(Provided entries)

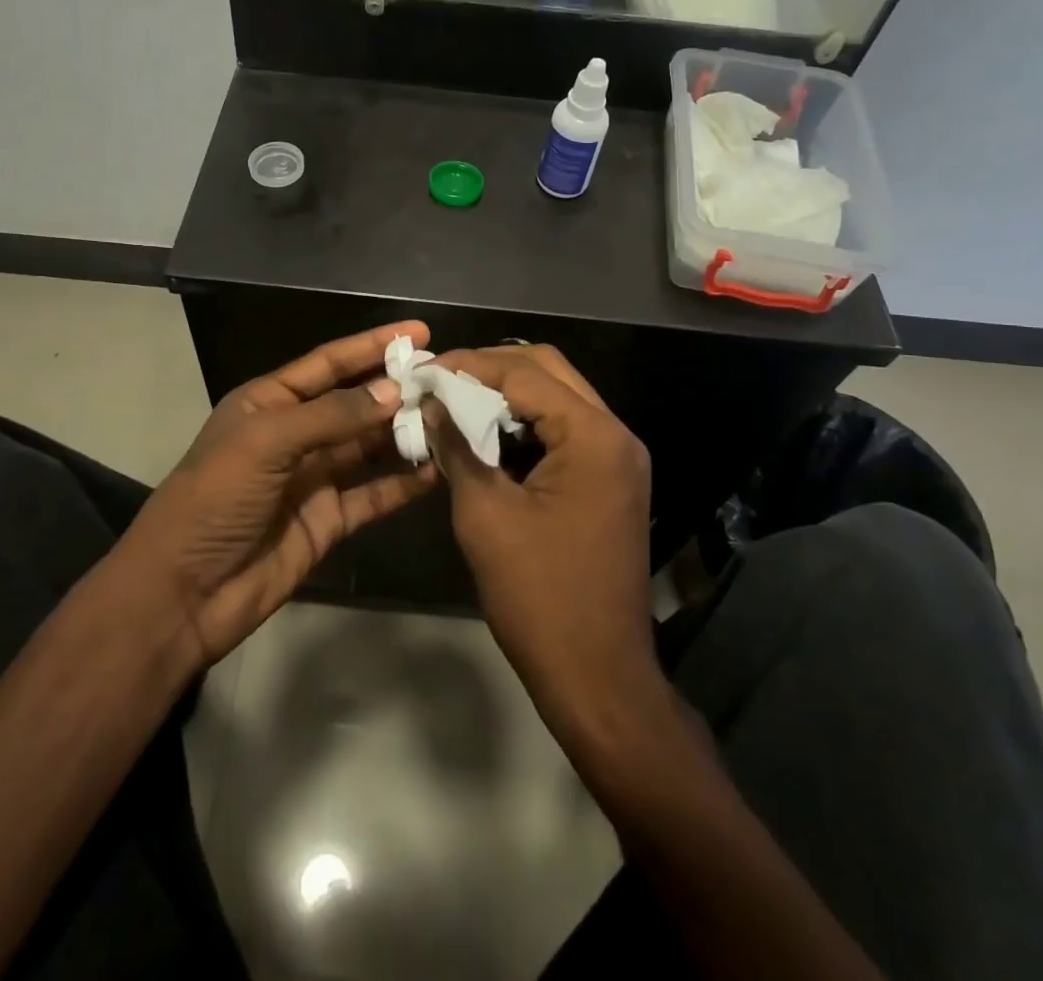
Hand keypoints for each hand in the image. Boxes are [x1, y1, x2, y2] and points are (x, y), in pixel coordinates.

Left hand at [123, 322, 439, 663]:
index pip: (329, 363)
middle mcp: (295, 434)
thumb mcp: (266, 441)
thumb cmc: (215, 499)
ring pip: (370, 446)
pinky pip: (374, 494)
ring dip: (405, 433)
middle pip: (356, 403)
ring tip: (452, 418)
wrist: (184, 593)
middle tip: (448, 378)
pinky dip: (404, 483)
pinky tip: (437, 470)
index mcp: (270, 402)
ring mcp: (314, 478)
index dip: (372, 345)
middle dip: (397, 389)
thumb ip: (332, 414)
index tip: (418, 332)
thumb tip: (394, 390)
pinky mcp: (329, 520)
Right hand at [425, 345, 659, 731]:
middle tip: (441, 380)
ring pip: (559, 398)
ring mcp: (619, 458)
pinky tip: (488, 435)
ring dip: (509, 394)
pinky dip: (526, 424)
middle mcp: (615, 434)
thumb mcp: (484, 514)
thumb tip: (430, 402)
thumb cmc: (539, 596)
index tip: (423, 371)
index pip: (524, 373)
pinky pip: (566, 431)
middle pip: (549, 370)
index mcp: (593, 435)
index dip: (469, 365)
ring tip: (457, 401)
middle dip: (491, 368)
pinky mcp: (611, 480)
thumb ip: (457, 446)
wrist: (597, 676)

(End Provided entries)
(Provided entries)

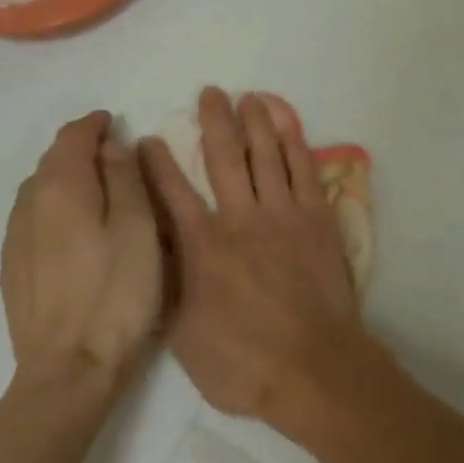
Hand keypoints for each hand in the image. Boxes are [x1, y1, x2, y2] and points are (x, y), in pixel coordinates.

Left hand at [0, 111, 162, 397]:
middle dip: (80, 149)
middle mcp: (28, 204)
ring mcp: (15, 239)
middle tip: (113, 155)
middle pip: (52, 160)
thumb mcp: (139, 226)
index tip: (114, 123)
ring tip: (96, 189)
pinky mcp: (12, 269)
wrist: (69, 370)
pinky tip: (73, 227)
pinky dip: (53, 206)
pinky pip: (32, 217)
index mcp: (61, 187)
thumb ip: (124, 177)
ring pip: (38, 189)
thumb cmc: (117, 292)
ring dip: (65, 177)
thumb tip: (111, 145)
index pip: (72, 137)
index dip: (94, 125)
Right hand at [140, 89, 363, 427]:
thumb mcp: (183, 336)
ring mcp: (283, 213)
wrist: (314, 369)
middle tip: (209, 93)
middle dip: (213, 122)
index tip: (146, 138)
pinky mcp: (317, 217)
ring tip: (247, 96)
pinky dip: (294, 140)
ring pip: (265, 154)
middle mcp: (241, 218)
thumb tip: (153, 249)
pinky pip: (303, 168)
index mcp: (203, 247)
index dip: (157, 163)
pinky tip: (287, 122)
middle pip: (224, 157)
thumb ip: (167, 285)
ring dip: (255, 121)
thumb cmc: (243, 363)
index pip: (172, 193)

(End Provided entries)

• [What to do] Please reproduce, exactly as they appear above, the lines from the line containing "ring mcp: (619, 458)" up to and including the line containing "pinky pip: (566, 431)".

• [Answer to this exercise]
ring mcp: (619, 458)
pinky tip: (488, 435)
ring dip: (509, 394)
pinky dip: (526, 424)
middle mcp: (615, 434)
thumb mcp: (484, 514)
thumb tip: (430, 402)
thumb cmc: (539, 596)
index tip: (423, 371)
index pip: (524, 373)
pinky pip: (566, 431)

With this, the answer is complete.